Study material:
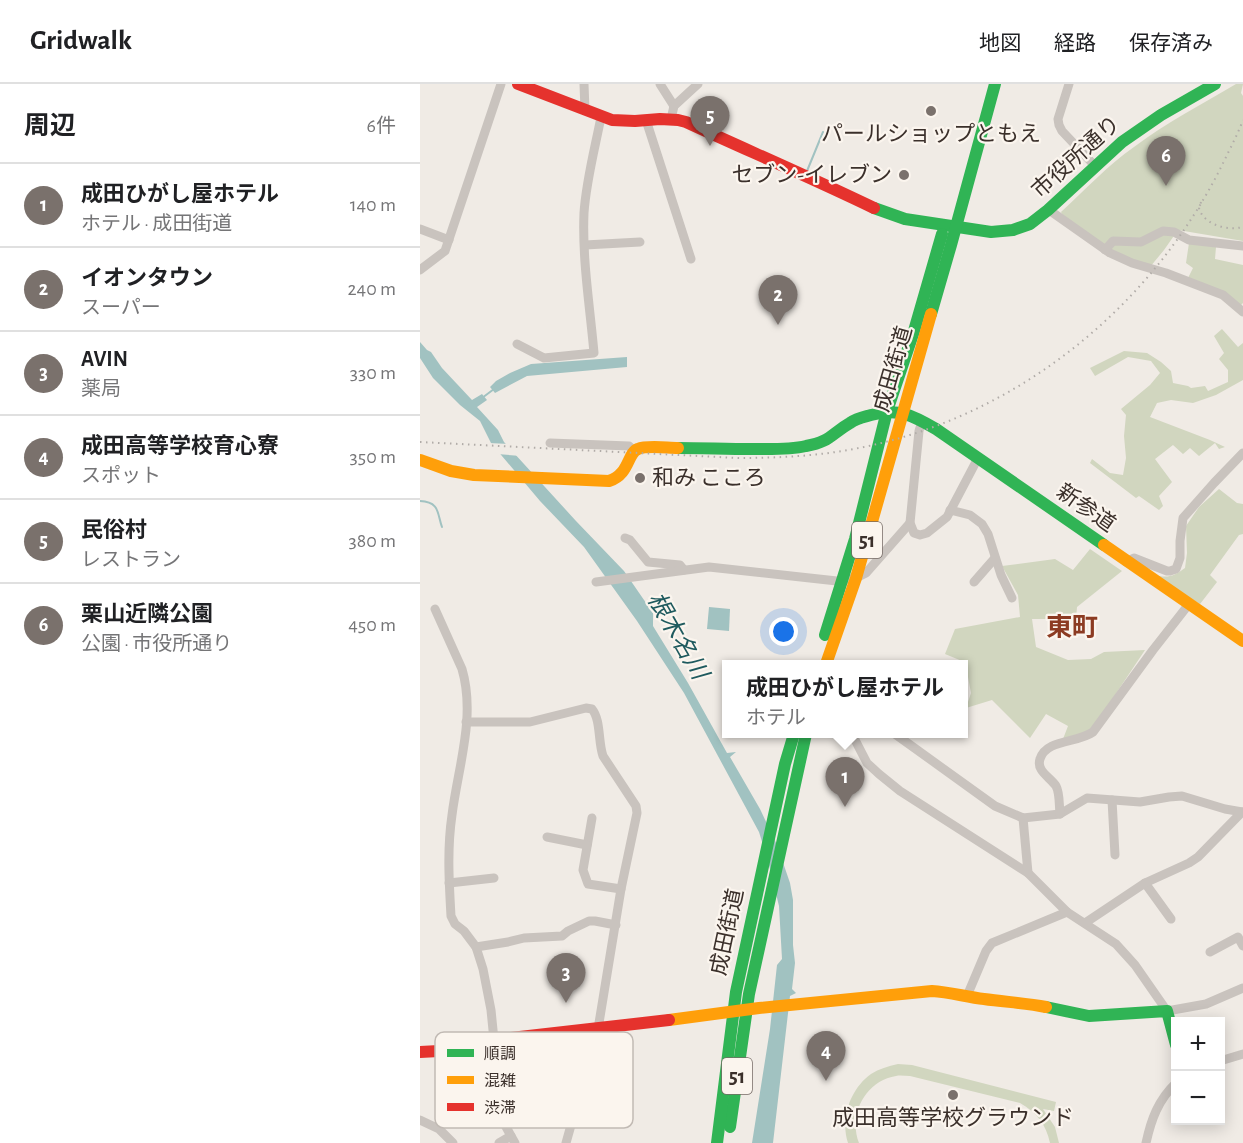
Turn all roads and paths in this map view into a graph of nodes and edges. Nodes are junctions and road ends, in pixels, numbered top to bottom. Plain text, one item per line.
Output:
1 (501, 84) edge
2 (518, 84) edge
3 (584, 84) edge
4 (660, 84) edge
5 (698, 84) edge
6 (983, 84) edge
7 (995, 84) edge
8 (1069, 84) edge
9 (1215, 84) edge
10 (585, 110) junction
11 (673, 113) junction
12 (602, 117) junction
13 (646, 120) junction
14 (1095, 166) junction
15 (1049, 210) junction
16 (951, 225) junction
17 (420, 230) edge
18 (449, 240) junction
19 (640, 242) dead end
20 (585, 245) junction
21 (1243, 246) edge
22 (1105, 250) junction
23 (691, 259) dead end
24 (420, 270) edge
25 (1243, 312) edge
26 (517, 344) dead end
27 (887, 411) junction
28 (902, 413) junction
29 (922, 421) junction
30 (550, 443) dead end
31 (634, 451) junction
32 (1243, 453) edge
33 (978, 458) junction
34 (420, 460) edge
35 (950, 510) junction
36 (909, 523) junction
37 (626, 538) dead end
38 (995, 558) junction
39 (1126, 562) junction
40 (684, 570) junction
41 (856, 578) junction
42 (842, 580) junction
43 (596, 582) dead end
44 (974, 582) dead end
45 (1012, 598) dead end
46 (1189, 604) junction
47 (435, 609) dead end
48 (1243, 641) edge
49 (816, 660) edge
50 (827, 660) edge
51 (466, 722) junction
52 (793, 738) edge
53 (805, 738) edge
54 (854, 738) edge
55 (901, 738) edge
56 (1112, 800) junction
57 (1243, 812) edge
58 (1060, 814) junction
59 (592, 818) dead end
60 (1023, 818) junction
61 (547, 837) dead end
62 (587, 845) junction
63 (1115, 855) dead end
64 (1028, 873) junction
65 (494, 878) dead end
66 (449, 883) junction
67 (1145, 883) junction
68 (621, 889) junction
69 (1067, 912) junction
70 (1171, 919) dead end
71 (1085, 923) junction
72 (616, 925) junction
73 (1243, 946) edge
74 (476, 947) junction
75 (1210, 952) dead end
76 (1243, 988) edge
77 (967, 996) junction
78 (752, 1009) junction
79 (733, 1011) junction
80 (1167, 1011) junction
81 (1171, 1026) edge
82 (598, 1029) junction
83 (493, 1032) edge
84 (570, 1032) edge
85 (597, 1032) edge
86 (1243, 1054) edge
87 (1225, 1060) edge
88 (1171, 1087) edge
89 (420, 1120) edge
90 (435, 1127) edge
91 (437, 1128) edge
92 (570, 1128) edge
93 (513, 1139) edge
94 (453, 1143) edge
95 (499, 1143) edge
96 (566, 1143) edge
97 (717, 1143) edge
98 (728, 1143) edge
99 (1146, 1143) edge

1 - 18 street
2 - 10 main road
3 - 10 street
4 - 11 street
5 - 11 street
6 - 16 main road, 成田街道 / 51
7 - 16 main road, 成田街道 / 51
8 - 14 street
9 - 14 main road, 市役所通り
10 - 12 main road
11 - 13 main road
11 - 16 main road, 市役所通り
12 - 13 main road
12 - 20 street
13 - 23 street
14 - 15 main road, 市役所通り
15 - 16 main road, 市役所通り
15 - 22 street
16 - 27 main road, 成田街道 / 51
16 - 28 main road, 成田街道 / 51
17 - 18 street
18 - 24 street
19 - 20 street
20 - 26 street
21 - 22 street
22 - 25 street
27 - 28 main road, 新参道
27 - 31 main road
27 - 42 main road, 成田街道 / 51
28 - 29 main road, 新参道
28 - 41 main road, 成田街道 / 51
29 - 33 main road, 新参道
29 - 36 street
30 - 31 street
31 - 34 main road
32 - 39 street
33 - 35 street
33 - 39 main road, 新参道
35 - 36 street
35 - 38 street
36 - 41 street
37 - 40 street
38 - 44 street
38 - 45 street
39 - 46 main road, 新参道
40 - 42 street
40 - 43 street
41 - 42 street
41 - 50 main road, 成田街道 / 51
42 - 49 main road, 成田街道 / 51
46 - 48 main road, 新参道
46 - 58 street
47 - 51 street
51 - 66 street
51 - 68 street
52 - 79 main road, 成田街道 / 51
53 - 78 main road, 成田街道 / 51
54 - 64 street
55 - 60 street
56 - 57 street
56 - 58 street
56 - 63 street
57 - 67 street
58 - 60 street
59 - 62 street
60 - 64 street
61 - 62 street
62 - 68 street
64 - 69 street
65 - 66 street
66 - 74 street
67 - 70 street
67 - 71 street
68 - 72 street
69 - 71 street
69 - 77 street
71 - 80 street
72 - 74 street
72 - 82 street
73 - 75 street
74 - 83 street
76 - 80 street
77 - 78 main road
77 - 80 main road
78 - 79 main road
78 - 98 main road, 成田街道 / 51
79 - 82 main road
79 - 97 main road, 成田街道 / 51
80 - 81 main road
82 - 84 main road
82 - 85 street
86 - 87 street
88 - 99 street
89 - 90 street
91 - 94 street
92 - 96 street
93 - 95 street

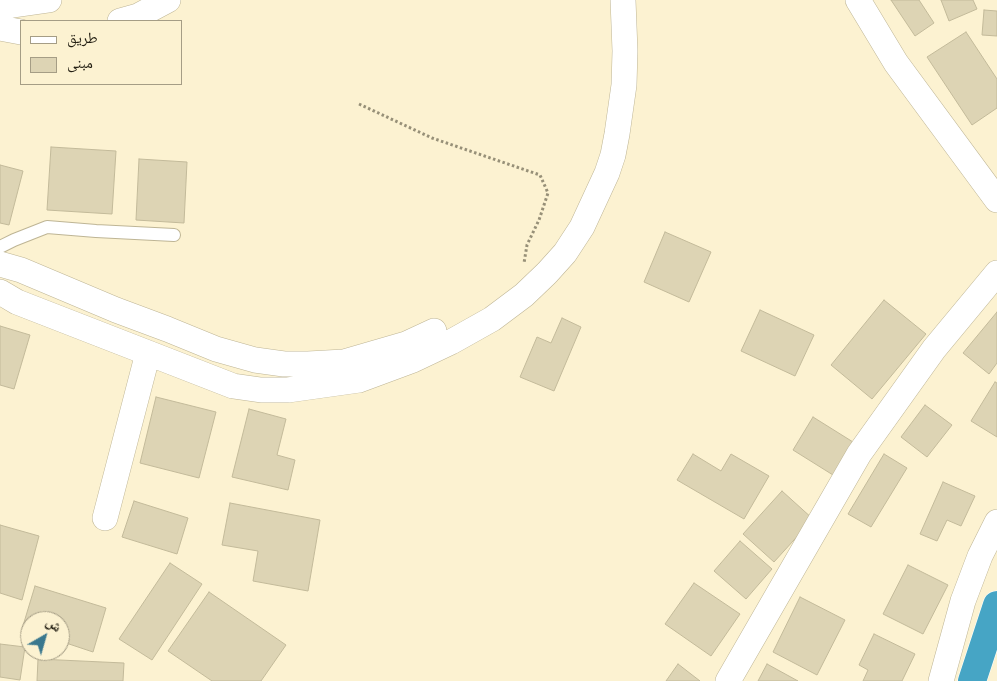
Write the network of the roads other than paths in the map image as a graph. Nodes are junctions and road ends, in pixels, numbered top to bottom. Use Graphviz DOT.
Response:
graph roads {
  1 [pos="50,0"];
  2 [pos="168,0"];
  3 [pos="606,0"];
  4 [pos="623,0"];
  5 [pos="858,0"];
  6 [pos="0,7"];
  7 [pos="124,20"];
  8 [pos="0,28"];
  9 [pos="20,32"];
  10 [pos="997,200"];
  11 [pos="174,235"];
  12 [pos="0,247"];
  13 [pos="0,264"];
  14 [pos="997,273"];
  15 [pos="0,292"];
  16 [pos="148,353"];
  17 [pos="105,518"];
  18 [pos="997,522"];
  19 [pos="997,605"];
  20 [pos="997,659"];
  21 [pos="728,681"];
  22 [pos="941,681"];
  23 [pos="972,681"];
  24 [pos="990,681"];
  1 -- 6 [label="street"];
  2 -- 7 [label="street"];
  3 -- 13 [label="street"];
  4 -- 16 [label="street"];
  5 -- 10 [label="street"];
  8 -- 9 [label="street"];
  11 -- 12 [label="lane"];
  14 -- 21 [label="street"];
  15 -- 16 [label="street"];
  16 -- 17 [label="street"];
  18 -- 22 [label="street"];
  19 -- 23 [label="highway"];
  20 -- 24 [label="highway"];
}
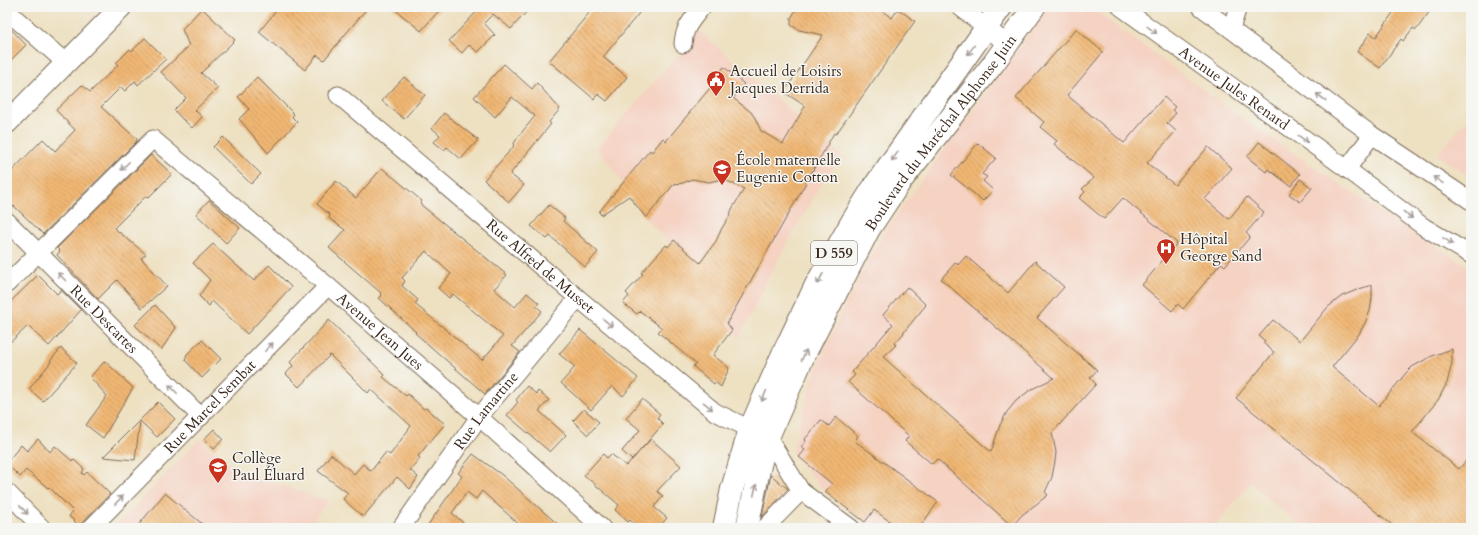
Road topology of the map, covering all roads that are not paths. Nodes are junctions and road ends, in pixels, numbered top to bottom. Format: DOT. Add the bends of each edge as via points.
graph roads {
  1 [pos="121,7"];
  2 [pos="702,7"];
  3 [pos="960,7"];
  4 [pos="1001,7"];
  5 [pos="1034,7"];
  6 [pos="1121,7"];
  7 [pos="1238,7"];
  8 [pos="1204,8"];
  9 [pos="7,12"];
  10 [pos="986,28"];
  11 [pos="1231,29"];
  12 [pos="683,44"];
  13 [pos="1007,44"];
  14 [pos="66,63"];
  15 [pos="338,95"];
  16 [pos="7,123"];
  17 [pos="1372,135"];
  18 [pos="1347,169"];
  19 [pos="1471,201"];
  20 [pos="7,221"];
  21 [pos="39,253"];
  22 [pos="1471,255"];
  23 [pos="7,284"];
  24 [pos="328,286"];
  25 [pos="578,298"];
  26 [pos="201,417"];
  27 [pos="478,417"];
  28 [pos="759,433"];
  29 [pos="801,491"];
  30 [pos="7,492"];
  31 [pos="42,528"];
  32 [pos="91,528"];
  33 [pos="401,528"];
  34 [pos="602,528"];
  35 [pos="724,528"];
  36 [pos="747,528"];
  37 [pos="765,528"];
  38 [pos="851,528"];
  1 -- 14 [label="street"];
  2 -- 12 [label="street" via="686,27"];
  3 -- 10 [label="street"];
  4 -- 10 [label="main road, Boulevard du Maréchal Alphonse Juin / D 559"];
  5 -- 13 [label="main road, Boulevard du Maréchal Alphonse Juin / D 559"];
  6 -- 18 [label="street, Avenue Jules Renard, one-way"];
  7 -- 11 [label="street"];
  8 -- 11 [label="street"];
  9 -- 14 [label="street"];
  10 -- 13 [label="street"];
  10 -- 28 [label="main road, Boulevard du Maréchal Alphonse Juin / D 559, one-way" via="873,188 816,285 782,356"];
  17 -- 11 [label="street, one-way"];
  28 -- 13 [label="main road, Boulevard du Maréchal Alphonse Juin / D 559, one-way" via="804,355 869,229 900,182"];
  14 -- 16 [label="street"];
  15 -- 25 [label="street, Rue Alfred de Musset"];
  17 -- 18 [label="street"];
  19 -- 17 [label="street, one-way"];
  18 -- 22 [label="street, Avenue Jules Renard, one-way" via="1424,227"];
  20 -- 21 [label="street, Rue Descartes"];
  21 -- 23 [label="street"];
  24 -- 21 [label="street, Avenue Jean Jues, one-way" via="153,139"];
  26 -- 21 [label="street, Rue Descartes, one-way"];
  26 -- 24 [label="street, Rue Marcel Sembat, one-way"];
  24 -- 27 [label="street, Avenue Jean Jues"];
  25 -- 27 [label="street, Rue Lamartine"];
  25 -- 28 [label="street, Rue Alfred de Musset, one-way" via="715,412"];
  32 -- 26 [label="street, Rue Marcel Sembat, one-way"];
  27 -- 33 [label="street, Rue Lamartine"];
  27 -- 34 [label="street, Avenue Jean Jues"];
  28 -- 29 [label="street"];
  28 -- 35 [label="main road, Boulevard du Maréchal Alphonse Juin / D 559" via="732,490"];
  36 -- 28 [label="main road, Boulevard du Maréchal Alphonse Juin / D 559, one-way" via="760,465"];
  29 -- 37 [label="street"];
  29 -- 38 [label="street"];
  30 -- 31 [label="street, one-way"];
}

Exercise details: For each line in the material above that contains the string "Avenue", make a copy.

Response to the task:
  6 -- 18 [label="street, Avenue Jules Renard, one-way"];
  18 -- 22 [label="street, Avenue Jules Renard, one-way" via="1424,227"];
  24 -- 21 [label="street, Avenue Jean Jues, one-way" via="153,139"];
  24 -- 27 [label="street, Avenue Jean Jues"];
  27 -- 34 [label="street, Avenue Jean Jues"];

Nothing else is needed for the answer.